- _PROBLEM REQUIREMENTS_: An exact copy of the data is required. No picture may appear in it.

- _DATA FOR THIS TASK_:
*** Begin section ***
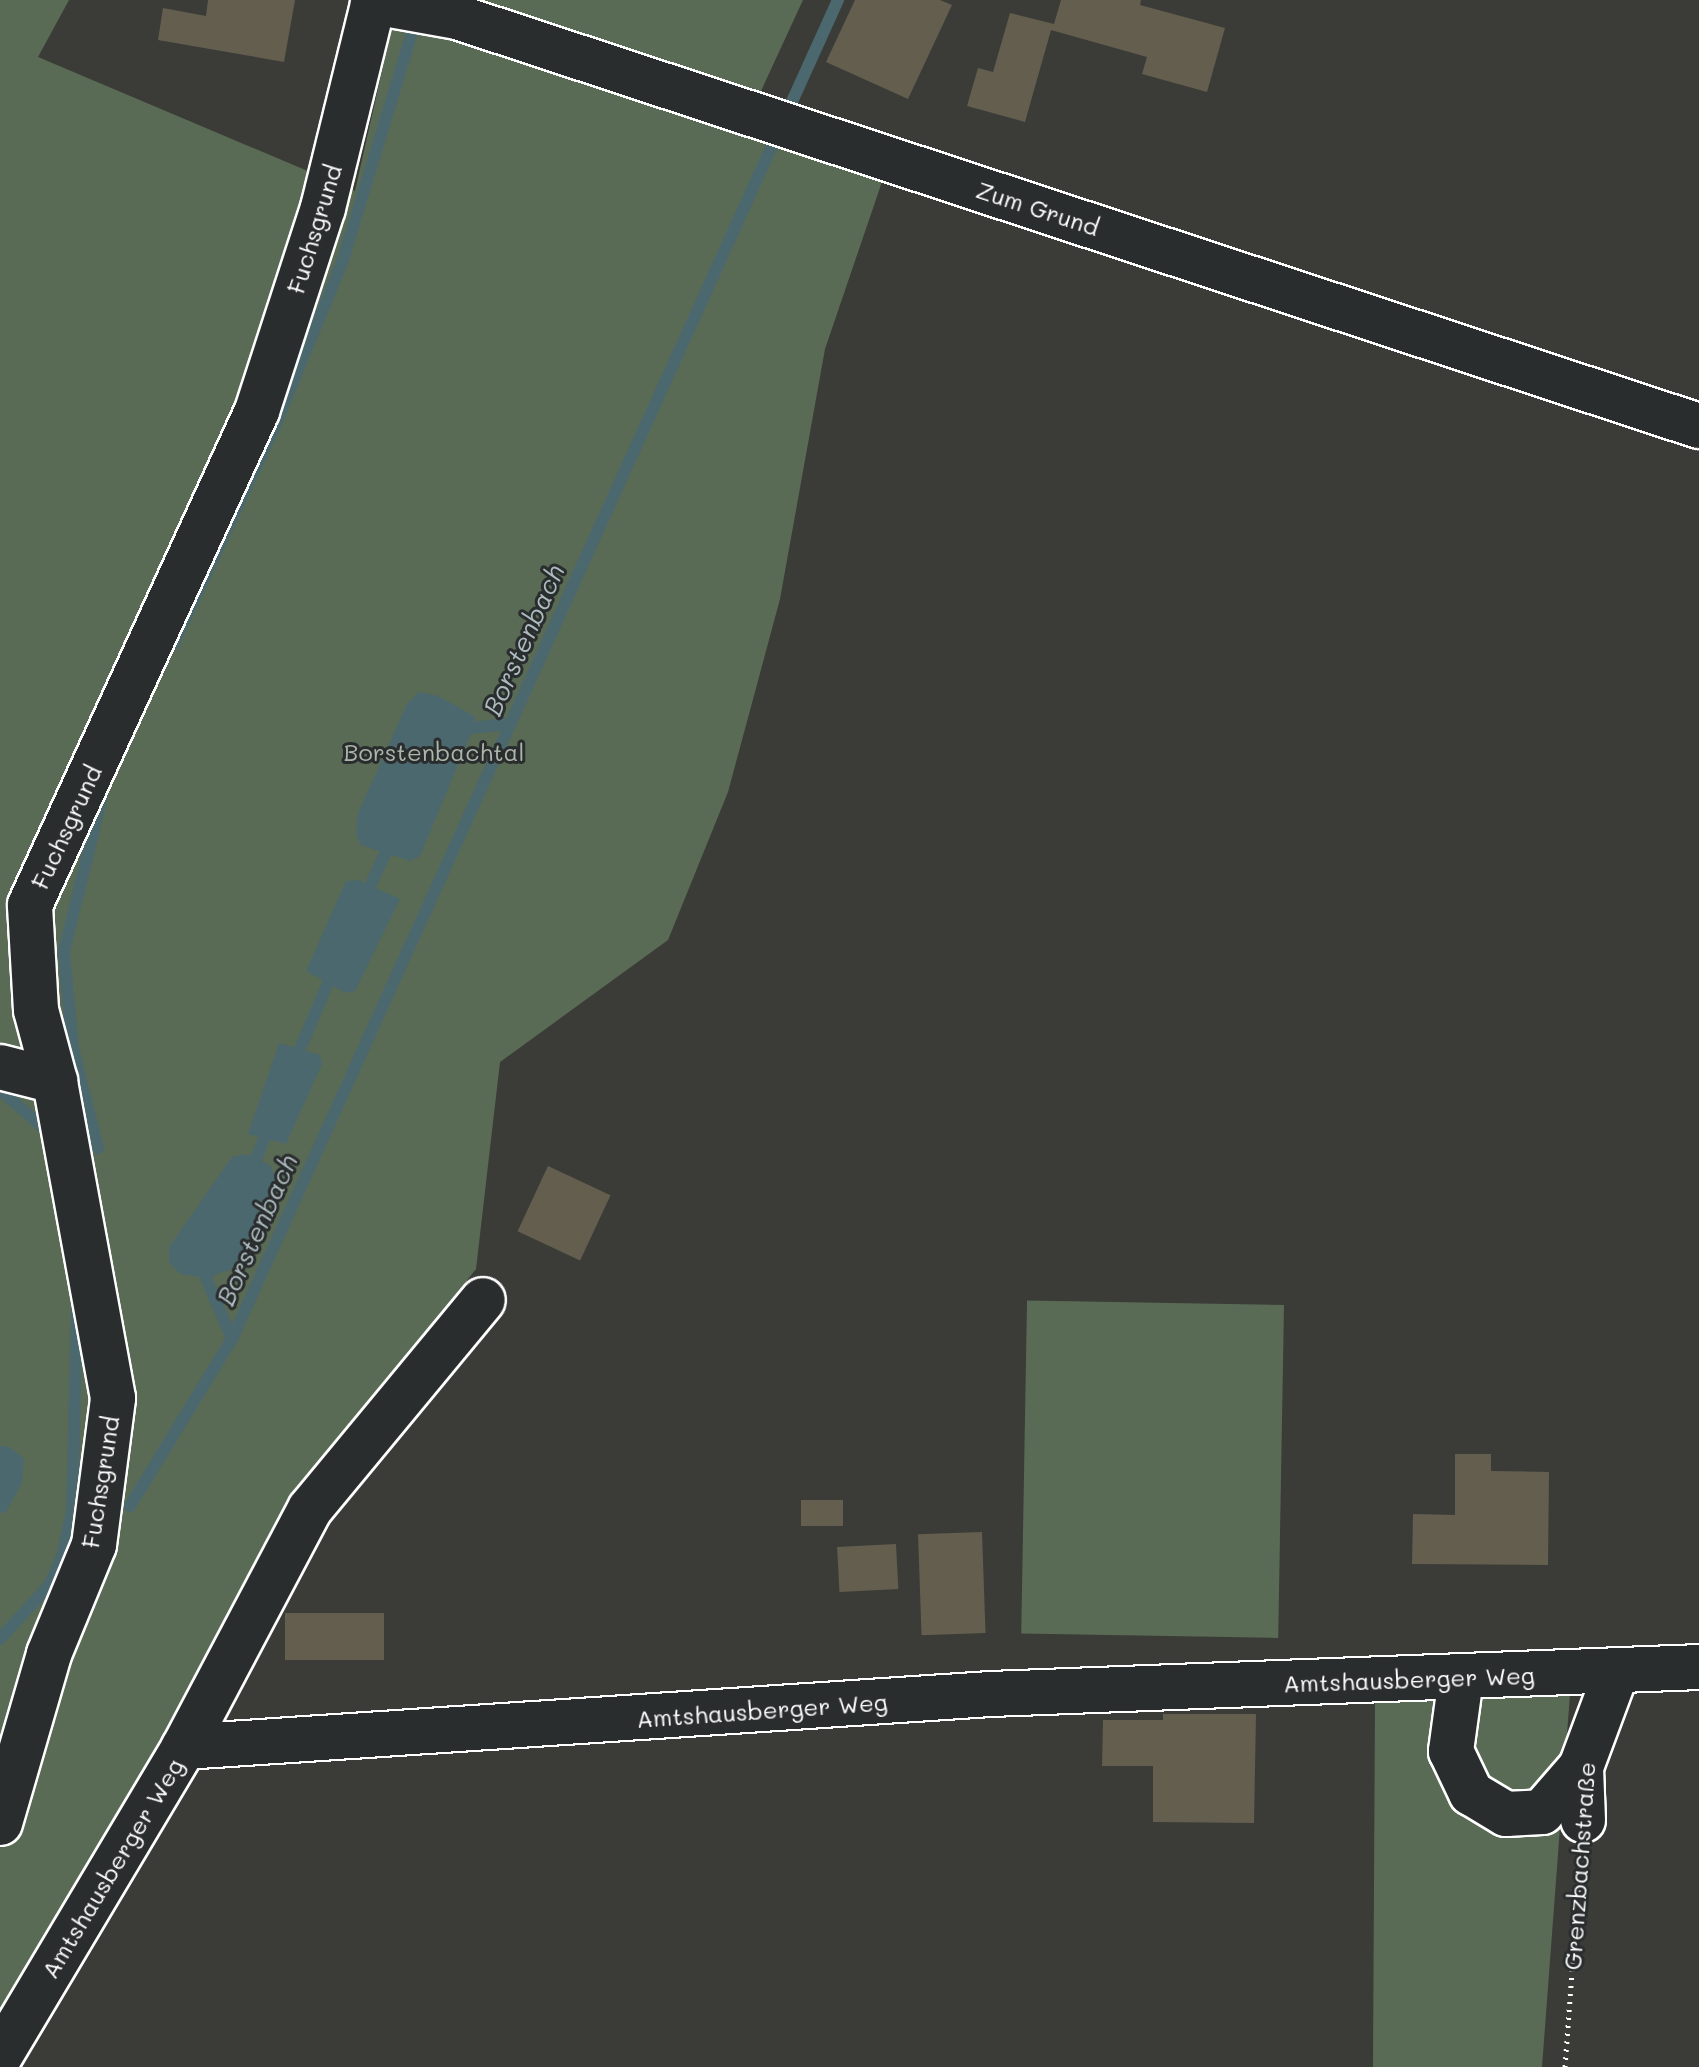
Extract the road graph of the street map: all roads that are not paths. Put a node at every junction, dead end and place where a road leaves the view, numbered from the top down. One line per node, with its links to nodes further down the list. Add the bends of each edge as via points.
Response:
1 (380, 2): 2 (street, Zum Grund, via 457,17); 4 (street, Fuchsgrund, via 323,208 257,411 30,905 36,1010)
2 (1699, 426)
3 (0, 1067): 4 (street)
4 (55, 1081): 12 (street, Fuchsgrund, via 113,1398 94,1545 49,1654)
5 (483, 1300): 9 (street, via 310,1509)
6 (1699, 1667): 7 (street, Amtshausberger Weg)
7 (1617, 1670): 8 (street, Amtshausberger Weg); 10 (street, Grenzbachstraße)
8 (1461, 1678): 9 (street, Amtshausberger Weg, via 991,1694); 10 (street, via 1451,1751 1471,1793 1506,1814 1542,1812)
9 (184, 1747): 13 (street, Amtshausberger Weg)
10 (1581, 1767): 11 (street, Grenzbachstraße)
11 (1583, 1820)
12 (0, 1823)
13 (0, 2056)

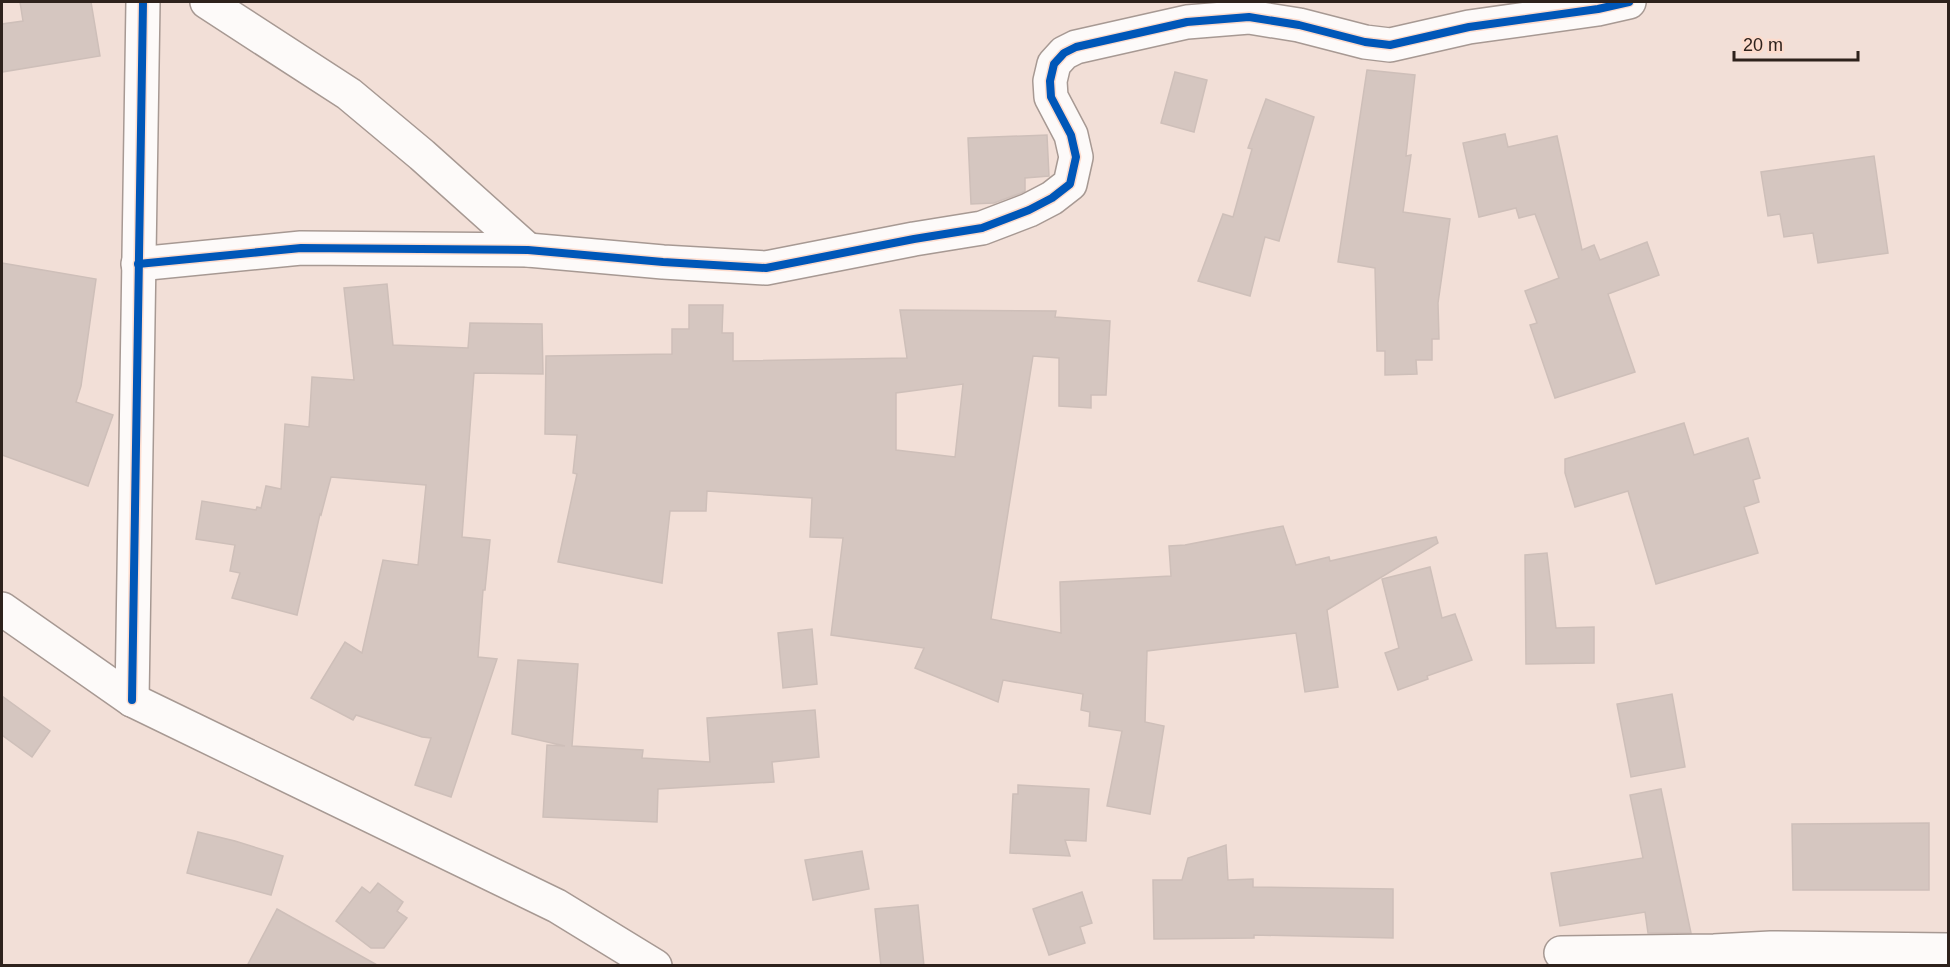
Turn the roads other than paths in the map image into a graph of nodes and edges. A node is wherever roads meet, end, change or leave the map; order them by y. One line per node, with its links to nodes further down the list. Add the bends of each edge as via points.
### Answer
1 (142, 2): 5 (street)
2 (207, 2): 4 (street, via 349,94)
3 (1629, 2): 4 (street, via 1469,27 1390,45 1249,17 1187,22 1076,47 1054,64 1050,81 1052,97 1071,135 1076,157 1070,184 1029,210 982,228 766,268)
4 (528, 250): 5 (street, via 301,248)
5 (138, 264): 7 (street)
6 (2, 609): 7 (street)
7 (132, 700): 11 (street, via 557,906)
8 (1948, 950): 10 (street)
9 (1561, 953): 10 (street)
10 (1771, 957)
11 (655, 966)

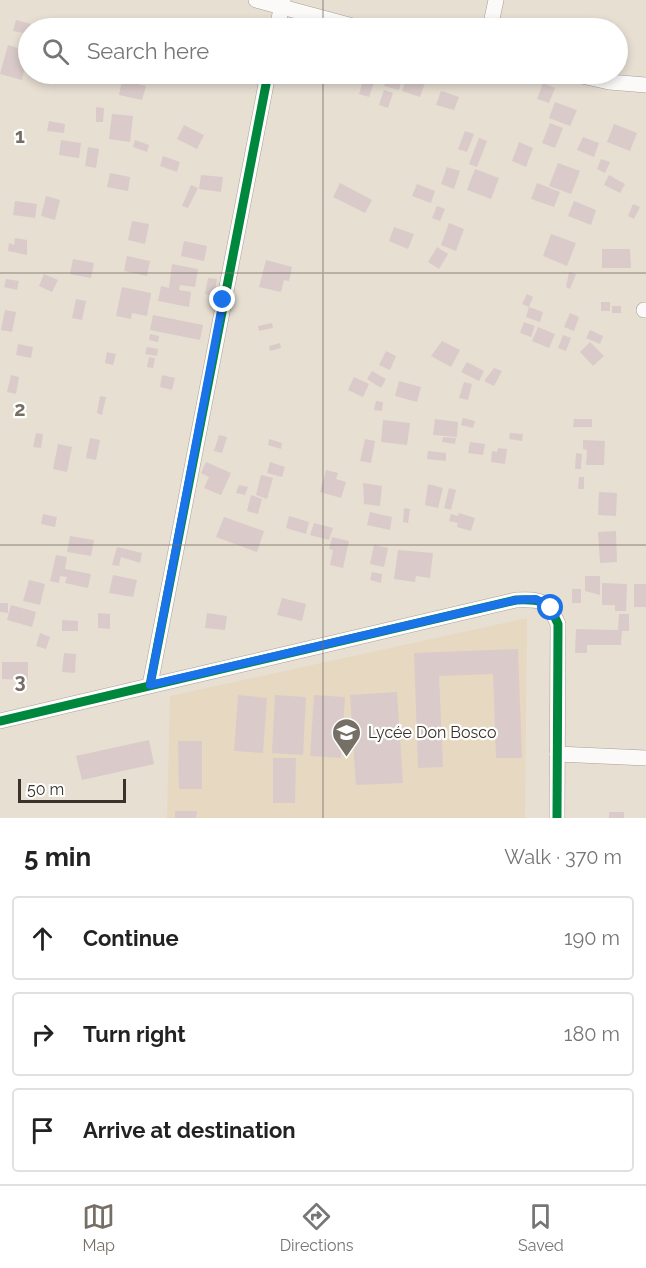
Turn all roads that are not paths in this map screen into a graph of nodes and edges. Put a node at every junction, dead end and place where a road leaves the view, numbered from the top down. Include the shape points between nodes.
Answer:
1 (256, 0) edge
2 (496, 0) edge
3 (282, 4) edge
4 (328, 18) edge
5 (492, 18) edge
6 (266, 84) edge
7 (628, 84) edge
8 (646, 85) edge
9 (150, 685) junction
10 (0, 721) edge
11 (557, 754) junction
12 (646, 758) edge
13 (557, 818) edge

1 - 3 street
2 - 5 street
3 - 4 street
6 - 9 street
7 - 8 street
9 - 10 street
9 - 11 street via 516,600 536,599 551,608 558,624
11 - 12 street
11 - 13 street

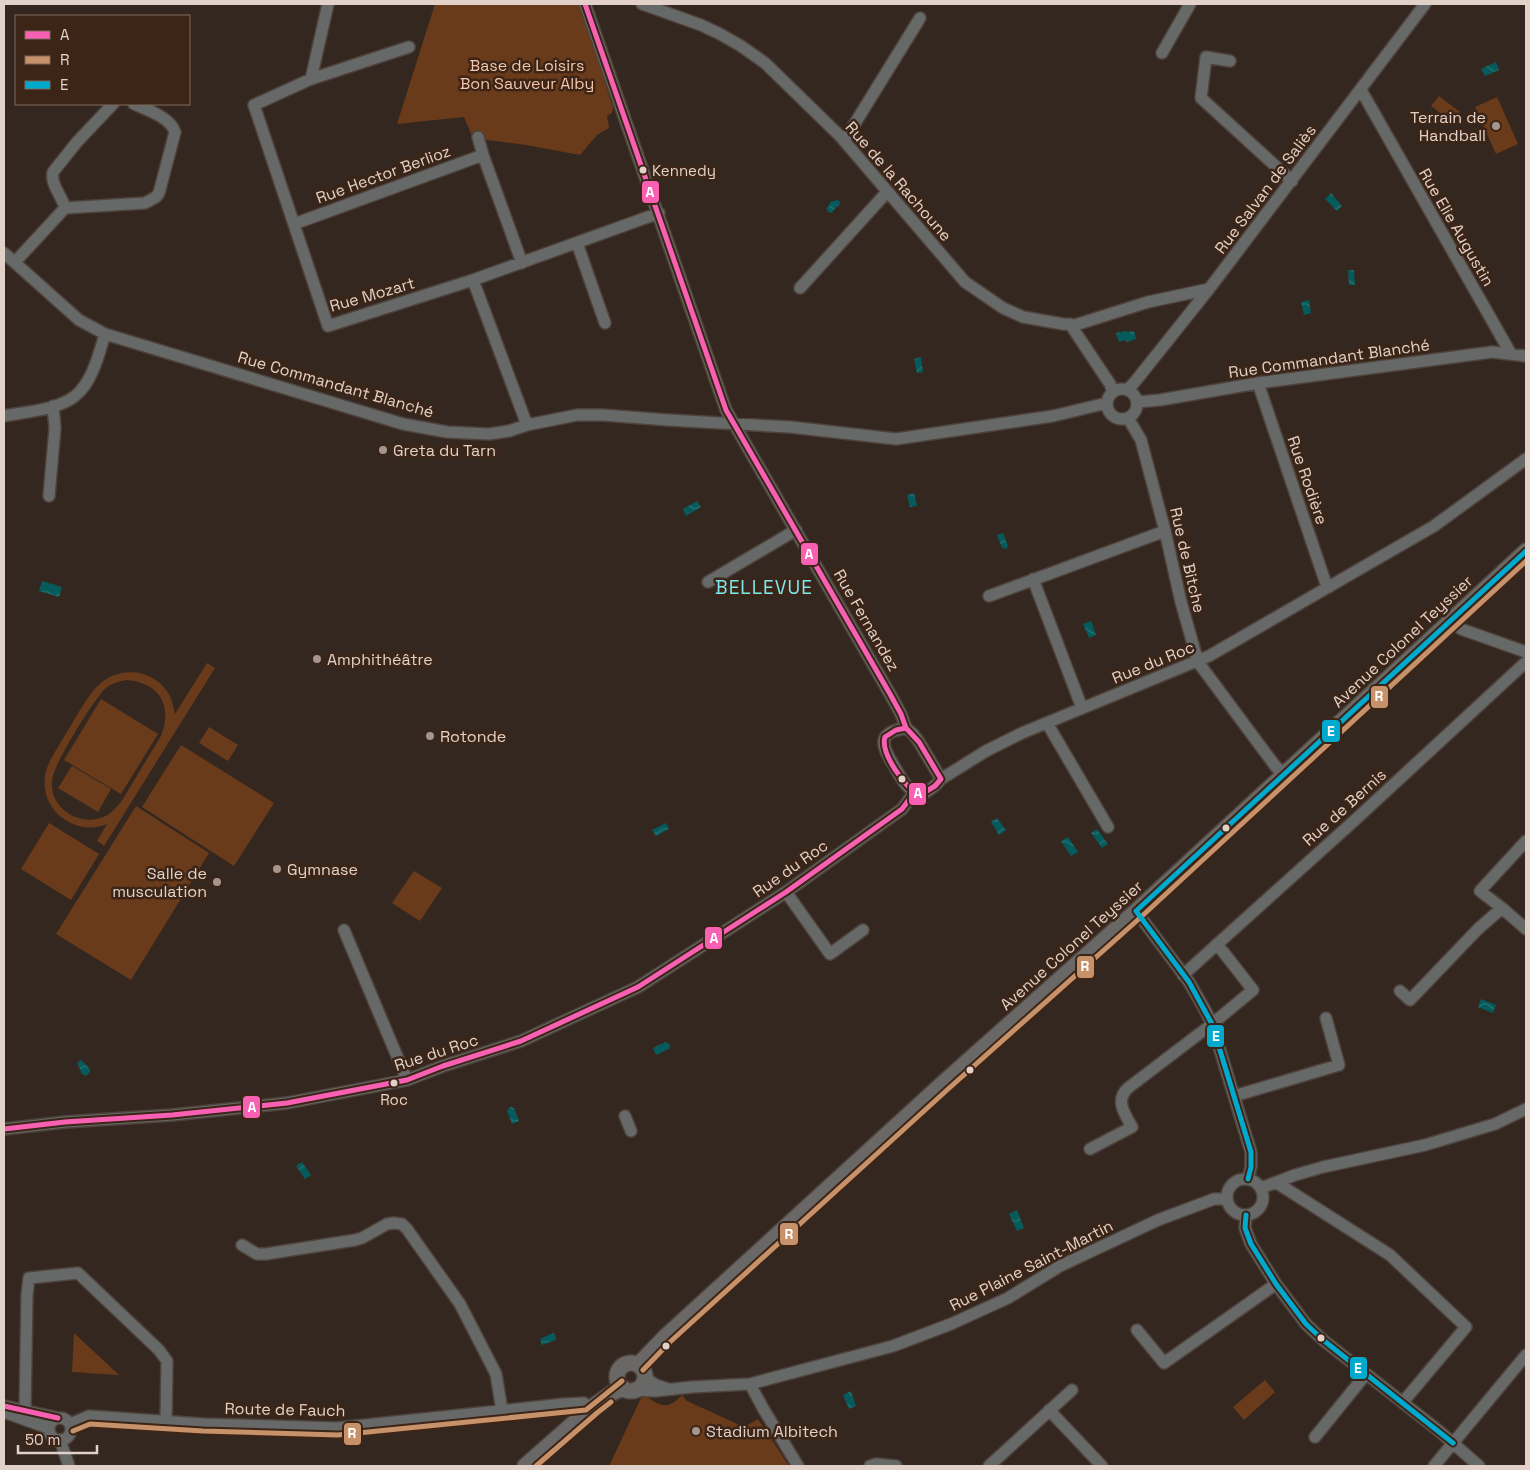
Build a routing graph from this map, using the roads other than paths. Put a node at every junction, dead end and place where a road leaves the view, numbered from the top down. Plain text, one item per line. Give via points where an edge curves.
*** End section ***
- _TASK ANSWER_:
Extract the road graph of the street map: all roads that are not paths. Put a node at every junction, dead end and place where a road leaves the view, numbered from the top down. One line per node, with its links to nodes further down the list. Add the bends of each edge as via points.
Response:
1 (380, 2): 2 (street, Zum Grund, via 457,17); 4 (street, Fuchsgrund, via 323,208 257,411 30,905 36,1010)
2 (1699, 426)
3 (0, 1067): 4 (street)
4 (55, 1081): 12 (street, Fuchsgrund, via 113,1398 94,1545 49,1654)
5 (483, 1300): 9 (street, via 310,1509)
6 (1699, 1667): 7 (street, Amtshausberger Weg)
7 (1617, 1670): 8 (street, Amtshausberger Weg); 10 (street, Grenzbachstraße)
8 (1461, 1678): 9 (street, Amtshausberger Weg, via 991,1694); 10 (street, via 1451,1751 1471,1793 1506,1814 1542,1812)
9 (184, 1747): 13 (street, Amtshausberger Weg)
10 (1581, 1767): 11 (street, Grenzbachstraße)
11 (1583, 1820)
12 (0, 1823)
13 (0, 2056)

Turn the roads other than paths in the map image into a graph of nodes and edges. A node is wherever roads meet, end, change or leave the map; order them by y. One line per node, with its links to nodes further down the list. Add the bends of each edge as via points.
### Answer
1 (142, 2): 5 (street)
2 (207, 2): 4 (street, via 349,94)
3 (1629, 2): 4 (street, via 1469,27 1390,45 1249,17 1187,22 1076,47 1054,64 1050,81 1052,97 1071,135 1076,157 1070,184 1029,210 982,228 766,268)
4 (528, 250): 5 (street, via 301,248)
5 (138, 264): 7 (street)
6 (2, 609): 7 (street)
7 (132, 700): 11 (street, via 557,906)
8 (1948, 950): 10 (street)
9 (1561, 953): 10 (street)
10 (1771, 957)
11 (655, 966)

Turn all roads that are not paths in this map screen into a graph of nodes and edges. Put a node at every junction, dead end and place where a road leaves the view, numbered from the top down. Include the shape points between nodes.
Answer:
1 (256, 0) edge
2 (496, 0) edge
3 (282, 4) edge
4 (328, 18) edge
5 (492, 18) edge
6 (266, 84) edge
7 (628, 84) edge
8 (646, 85) edge
9 (150, 685) junction
10 (0, 721) edge
11 (557, 754) junction
12 (646, 758) edge
13 (557, 818) edge

1 - 3 street
2 - 5 street
3 - 4 street
6 - 9 street
7 - 8 street
9 - 10 street
9 - 11 street via 516,600 536,599 551,608 558,624
11 - 12 street
11 - 13 street

Build a routing graph from this map, using the roads other than paths. Put a node at every junction, dead end and place where a road leaves the view, numbered from the top down. Plain text, one item per line. Give via points where an edge curves.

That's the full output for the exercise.